Every day, while browsing, mainly through forums and Facebook I find myself either reading the same questions, same exact posts over, and over again. Pros and clients alike full of doubt relying on each a random stranger's experience to make, sometimes, life changing decisions. 

If you are deciding on whether the product you are thinking of buying (or getting put on your nails) is safe, what else is there for that price range; if you should be performing a certain service in a certain way; or how you are supposed to apply or use a certain product, hear me out.

Internet, Internet, Internet! The world wide web is exactly that (bar the absurd regional restrictions), and it is far more than Facebook or Instagram. The Internet also means more than the millions of links in a search, it also means you can reach the pros, the companies and ask the right people the right questions.

If being informed some 20 years ago meant reading all the things, don't be fooled into thinking you won't have to do the same in the age of online globalisation. Google is your friend, but making the most of it means typing, searching, reading, deciding on what information source to rely on, etc. It is not very different from researching for a college paper. The real difference is, no one is forcing you, and it's free!

Staying curious and informed is key to stay on top of your game. If you don't believe that just ask yourself this: would you base your business decisions on hearsay and then pin it on whoever you heard it from? Would you put your livelihood in the hands of someone in a Facebook group, you've never seen in your life and have no idea whose qualifications or intentions are?

Your business is your baby and I'm sure you wouldn't trust your baby's health on a random generic piece of information lying around in a travel agency brochure (or anything else equally random).

That said scouting the Internet for useful information can be daunting so this post aims to give you some easy guidelines to follow and avoid the pitless despair of looking at a 500-page long search results list and wanting to flip your nail desk.

Who am I to offer such advice you may ask? You are one smart cookie if you do because that means your ever-critical mind is already questioning this source! I have a degree in translation and subtitling, and that means I was trained and assessed to research, research and research, verify sources and assess their credibility online or otherwise, in the context of translation. I also did so in the early 2000s which means I've been doing it professionally for a while now. I have also worked in the education area for over 6 years and more recently in the website design and development field for almost 3 years.

My portfolio is diverse and I've been around the Internet since I was a wee little one, however, unlike our current generations of wee ones, I had to figure it out myself as the Internet was not, 20 years ago, what it is today. It was one hell of a scary unpolished and unpoliced place back then. These are the things I've picked up along the way.

Trust but verify. Don't just trust the first thing you read about a topic. Do counter research and explore all angles. It's tough not to get what you are hoping for when researching about that fabulous new gel brand with tonnes of on-trend colours. But your wallet, health and the health of your customers will thank you for it if you find all the facts.
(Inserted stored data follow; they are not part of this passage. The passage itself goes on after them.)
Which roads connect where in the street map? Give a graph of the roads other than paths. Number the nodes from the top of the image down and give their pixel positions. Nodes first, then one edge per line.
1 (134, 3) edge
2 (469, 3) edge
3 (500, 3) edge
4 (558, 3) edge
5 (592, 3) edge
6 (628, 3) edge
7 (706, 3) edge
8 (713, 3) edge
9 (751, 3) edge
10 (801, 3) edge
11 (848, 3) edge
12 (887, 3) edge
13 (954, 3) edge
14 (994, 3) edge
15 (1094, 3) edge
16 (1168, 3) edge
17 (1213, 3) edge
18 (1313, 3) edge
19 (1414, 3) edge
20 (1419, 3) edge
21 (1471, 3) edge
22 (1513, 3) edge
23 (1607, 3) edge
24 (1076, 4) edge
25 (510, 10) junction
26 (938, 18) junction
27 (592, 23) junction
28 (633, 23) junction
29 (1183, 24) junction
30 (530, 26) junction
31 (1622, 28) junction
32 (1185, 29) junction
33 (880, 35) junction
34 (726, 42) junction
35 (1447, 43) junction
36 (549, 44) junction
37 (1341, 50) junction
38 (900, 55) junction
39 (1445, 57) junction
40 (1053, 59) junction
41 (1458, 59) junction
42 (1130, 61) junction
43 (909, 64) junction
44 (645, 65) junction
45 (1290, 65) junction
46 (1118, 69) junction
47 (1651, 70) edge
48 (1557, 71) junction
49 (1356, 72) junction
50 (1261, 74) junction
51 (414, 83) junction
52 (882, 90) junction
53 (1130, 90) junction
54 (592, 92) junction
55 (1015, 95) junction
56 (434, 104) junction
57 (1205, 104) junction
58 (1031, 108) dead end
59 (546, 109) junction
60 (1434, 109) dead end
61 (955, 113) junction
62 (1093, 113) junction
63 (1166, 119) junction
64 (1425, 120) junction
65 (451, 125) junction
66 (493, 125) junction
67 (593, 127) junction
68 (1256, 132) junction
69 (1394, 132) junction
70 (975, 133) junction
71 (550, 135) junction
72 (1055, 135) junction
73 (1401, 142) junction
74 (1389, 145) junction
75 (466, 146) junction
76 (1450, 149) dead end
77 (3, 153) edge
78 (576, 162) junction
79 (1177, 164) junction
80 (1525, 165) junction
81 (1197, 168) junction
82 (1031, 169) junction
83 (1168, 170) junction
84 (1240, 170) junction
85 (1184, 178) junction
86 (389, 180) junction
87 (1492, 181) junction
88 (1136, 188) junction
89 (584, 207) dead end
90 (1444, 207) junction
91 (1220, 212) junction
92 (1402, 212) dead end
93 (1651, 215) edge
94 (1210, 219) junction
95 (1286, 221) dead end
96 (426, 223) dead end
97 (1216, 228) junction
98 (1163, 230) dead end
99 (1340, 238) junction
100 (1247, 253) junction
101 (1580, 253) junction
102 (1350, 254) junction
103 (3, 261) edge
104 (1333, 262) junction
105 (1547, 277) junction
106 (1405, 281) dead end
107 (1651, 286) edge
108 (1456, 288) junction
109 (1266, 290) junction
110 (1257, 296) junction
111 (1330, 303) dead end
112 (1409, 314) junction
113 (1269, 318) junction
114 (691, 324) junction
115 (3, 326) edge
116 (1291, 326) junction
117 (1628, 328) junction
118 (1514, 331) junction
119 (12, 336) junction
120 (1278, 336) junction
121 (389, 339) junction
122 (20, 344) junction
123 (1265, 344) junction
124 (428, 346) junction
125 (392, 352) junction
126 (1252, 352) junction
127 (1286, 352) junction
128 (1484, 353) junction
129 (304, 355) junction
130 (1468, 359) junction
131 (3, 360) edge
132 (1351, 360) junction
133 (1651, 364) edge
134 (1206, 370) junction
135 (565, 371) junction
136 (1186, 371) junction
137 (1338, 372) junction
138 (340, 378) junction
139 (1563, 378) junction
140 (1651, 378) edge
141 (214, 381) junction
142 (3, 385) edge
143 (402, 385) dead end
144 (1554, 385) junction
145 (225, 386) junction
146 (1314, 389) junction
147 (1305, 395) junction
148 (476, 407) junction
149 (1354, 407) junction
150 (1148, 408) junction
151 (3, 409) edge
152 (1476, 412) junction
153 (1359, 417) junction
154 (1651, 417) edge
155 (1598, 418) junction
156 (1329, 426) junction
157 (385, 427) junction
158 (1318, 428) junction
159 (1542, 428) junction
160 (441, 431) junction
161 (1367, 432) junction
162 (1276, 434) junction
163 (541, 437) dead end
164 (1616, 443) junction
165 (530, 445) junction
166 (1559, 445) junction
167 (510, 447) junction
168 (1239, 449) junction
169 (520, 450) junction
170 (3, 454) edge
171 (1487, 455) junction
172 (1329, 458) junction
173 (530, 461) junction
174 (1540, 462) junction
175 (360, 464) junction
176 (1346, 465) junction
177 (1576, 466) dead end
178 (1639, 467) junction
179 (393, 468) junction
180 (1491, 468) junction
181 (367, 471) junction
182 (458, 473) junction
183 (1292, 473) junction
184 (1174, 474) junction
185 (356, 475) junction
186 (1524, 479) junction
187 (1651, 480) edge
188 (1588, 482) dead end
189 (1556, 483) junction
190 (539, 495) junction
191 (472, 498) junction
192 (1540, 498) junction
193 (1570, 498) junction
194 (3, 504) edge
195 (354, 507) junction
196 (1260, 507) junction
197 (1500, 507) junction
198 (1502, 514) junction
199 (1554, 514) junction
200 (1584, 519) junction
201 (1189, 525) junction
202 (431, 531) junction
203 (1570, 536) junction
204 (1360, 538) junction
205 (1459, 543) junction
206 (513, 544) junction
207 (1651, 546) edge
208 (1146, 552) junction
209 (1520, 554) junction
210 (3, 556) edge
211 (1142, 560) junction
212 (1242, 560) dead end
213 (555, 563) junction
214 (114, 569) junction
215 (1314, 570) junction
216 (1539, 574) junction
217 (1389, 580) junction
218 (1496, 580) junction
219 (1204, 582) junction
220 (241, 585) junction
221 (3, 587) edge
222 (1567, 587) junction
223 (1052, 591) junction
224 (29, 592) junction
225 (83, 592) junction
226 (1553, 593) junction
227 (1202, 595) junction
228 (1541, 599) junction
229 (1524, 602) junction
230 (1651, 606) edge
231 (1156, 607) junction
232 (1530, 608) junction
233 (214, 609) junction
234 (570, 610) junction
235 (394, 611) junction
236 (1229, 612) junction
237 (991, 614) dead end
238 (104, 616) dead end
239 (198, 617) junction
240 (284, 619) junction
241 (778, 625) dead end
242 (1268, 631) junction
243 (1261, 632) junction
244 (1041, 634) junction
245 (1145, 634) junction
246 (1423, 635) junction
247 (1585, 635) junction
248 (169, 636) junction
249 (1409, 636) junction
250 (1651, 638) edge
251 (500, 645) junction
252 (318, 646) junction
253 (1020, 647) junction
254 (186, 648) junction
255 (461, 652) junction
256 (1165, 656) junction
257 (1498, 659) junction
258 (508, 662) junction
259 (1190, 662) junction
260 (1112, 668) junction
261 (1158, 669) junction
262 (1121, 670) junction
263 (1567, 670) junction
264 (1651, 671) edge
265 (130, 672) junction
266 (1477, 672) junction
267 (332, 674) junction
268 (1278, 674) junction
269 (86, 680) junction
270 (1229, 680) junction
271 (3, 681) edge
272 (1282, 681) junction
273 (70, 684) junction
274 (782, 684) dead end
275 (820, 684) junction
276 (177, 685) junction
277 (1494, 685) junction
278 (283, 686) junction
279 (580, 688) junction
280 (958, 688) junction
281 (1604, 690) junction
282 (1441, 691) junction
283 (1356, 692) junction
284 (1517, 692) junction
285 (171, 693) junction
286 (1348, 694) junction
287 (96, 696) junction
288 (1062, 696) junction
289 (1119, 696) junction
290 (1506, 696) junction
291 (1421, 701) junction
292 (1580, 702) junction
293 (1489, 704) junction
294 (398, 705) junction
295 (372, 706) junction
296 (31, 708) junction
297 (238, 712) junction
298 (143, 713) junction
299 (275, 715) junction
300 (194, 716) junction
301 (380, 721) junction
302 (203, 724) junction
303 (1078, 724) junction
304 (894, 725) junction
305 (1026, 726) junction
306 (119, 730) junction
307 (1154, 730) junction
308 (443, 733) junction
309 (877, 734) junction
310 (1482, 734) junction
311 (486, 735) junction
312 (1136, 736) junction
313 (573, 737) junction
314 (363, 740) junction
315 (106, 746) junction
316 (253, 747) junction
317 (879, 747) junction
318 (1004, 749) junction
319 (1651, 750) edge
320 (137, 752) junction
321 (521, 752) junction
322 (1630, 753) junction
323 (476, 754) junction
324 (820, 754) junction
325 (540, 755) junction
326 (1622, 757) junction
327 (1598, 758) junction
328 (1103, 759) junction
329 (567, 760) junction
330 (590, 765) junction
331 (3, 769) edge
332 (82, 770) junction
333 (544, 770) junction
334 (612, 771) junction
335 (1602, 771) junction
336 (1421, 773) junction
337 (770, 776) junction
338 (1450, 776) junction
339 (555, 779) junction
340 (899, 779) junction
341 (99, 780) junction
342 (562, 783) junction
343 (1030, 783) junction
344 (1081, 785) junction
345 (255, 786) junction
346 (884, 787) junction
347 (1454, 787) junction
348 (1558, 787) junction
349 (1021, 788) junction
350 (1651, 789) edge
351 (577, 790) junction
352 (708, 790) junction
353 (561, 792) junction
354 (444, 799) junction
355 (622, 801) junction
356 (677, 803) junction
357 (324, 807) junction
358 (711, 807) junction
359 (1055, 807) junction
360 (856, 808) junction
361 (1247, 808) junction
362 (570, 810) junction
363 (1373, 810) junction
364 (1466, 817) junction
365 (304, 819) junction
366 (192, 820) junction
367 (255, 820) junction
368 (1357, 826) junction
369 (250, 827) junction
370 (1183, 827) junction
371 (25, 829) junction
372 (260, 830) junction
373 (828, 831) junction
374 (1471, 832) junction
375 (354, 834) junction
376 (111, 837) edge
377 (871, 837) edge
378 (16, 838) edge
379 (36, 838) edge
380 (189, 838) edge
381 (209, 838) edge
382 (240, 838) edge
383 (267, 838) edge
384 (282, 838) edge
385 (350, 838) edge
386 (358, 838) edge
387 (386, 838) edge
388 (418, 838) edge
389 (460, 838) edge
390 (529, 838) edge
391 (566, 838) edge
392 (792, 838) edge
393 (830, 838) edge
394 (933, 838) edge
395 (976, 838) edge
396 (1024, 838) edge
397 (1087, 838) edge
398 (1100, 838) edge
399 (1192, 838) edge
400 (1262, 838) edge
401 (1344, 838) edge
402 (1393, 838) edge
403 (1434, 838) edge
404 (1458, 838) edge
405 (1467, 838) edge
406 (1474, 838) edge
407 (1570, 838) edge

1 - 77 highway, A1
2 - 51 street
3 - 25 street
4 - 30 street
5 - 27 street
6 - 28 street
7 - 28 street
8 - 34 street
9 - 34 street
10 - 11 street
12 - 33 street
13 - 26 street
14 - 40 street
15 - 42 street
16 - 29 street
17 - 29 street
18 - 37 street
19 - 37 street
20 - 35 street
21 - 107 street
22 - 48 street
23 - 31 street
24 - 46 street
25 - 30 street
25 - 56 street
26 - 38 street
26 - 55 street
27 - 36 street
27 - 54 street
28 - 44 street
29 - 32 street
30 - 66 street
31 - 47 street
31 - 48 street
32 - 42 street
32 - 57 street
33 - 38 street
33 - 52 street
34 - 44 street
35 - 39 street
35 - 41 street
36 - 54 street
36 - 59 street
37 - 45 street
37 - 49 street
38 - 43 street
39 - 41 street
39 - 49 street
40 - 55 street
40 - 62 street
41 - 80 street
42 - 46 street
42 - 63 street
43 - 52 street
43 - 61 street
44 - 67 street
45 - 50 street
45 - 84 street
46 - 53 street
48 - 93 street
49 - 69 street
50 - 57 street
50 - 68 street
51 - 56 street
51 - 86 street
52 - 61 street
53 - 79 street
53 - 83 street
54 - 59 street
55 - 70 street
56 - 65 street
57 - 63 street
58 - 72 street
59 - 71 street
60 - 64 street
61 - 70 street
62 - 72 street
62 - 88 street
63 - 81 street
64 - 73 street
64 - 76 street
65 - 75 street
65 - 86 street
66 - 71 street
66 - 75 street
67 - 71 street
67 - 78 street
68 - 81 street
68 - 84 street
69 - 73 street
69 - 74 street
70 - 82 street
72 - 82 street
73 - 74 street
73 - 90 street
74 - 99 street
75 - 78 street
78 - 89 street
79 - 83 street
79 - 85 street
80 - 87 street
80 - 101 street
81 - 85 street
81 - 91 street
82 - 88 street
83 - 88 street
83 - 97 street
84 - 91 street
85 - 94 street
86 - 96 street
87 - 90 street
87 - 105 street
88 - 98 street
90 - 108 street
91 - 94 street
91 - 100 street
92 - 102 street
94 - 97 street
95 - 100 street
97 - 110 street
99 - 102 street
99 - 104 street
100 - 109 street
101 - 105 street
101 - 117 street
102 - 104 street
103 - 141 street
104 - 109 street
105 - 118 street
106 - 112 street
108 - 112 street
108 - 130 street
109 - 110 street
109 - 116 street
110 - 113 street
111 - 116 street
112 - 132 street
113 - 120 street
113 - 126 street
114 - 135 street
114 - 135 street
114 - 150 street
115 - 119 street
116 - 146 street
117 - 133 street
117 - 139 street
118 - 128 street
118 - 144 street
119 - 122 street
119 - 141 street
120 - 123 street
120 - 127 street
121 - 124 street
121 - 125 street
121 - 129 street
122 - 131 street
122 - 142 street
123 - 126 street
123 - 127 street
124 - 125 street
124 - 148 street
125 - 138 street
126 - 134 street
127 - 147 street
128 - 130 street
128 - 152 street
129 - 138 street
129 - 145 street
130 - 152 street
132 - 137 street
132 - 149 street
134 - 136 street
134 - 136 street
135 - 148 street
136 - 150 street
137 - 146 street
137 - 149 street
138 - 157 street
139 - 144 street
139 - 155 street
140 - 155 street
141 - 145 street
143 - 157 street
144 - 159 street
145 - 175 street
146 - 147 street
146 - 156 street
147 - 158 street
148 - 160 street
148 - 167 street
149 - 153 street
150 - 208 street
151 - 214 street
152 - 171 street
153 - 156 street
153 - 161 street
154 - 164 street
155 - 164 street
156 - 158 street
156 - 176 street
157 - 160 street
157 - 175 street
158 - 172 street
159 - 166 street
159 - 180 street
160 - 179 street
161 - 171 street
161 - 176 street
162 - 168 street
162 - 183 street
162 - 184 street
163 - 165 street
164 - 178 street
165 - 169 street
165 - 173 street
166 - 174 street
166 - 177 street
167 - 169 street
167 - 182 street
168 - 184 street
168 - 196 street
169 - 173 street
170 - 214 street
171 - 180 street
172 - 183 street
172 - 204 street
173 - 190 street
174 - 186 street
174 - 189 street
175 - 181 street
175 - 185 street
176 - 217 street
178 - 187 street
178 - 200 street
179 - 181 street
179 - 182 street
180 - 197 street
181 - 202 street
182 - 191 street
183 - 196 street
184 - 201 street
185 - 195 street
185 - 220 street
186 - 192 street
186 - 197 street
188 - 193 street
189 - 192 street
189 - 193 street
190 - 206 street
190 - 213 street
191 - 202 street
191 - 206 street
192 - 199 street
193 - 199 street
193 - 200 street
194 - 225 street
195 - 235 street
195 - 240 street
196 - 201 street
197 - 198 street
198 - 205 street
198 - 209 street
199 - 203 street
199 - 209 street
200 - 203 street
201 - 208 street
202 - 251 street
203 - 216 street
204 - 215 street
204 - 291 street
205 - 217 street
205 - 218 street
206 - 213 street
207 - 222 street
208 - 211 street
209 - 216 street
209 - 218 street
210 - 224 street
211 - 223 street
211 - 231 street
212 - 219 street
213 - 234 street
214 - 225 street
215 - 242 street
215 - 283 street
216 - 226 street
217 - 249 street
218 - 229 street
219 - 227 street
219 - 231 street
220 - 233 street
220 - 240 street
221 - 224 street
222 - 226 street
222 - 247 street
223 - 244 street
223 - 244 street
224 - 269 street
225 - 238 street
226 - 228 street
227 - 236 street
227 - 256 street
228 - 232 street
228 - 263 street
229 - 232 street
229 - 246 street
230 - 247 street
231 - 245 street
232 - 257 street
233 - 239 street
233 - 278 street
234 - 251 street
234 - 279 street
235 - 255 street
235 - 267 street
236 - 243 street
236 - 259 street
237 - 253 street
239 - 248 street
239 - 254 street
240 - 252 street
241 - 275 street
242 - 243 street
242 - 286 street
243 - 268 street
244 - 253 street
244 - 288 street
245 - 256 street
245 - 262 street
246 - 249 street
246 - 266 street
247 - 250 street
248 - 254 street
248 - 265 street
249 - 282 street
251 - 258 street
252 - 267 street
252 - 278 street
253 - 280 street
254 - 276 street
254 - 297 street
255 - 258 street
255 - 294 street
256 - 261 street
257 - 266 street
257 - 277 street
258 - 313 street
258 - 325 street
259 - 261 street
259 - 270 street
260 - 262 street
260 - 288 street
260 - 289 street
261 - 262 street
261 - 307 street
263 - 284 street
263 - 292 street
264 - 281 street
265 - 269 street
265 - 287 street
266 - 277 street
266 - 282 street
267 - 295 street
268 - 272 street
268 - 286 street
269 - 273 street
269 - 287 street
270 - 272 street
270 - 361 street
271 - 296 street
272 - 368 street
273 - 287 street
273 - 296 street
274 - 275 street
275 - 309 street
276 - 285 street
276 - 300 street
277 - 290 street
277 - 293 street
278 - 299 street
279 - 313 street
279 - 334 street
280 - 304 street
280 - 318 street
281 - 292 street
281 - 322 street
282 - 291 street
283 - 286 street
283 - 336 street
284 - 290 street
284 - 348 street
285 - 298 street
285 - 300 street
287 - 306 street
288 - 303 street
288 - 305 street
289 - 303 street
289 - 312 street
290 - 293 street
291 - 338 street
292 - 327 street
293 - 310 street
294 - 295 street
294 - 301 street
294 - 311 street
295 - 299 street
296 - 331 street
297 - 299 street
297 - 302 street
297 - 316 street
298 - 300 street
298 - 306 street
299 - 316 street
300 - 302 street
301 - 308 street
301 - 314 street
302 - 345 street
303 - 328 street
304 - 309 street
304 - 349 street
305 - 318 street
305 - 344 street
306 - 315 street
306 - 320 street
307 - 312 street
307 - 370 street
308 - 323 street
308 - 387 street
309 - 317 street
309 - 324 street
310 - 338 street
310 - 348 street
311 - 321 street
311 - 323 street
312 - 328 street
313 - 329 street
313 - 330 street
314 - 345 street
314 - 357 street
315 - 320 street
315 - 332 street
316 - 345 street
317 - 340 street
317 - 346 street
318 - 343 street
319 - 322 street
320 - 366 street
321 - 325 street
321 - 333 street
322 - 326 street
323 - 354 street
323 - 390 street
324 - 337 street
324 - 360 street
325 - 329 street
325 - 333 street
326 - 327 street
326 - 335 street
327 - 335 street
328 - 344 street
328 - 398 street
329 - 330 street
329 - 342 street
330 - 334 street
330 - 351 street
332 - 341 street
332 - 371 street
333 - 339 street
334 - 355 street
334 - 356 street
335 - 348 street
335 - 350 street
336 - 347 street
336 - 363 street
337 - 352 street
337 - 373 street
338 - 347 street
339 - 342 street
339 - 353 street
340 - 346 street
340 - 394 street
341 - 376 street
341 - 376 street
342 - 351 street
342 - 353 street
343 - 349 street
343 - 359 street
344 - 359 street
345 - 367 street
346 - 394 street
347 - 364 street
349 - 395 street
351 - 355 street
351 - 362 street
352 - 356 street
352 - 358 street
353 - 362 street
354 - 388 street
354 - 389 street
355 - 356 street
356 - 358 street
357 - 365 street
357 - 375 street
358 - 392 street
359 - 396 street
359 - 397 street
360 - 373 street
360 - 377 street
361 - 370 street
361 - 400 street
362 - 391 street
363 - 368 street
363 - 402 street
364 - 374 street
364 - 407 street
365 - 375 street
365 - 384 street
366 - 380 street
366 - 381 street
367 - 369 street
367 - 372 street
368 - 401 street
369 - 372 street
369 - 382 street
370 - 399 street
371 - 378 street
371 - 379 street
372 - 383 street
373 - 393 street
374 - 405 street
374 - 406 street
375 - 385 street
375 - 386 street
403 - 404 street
The same applies to your questions on social media and respective answers. Asking for an opinion is one thing. If what you want is facts, then look at MSDS sheets, ask the brand all the questions, and consult with a well-established pro.



As a rule of thumb, follow the process below:

  1. Start with a simple Google Search: make sure to read brand materials first, break it down into product ingredients or technique materials depending on what you are looking for. Go deeper and research into these.
  2. Counter search: for whatever claims, or information you find try to understand whether there is conflicting data or information that disproves what you find. Say you see that an ingredient in a product is carcinogenic, or that a study was conducted about it. Search through similar studies or articles that may prove or rebut that information.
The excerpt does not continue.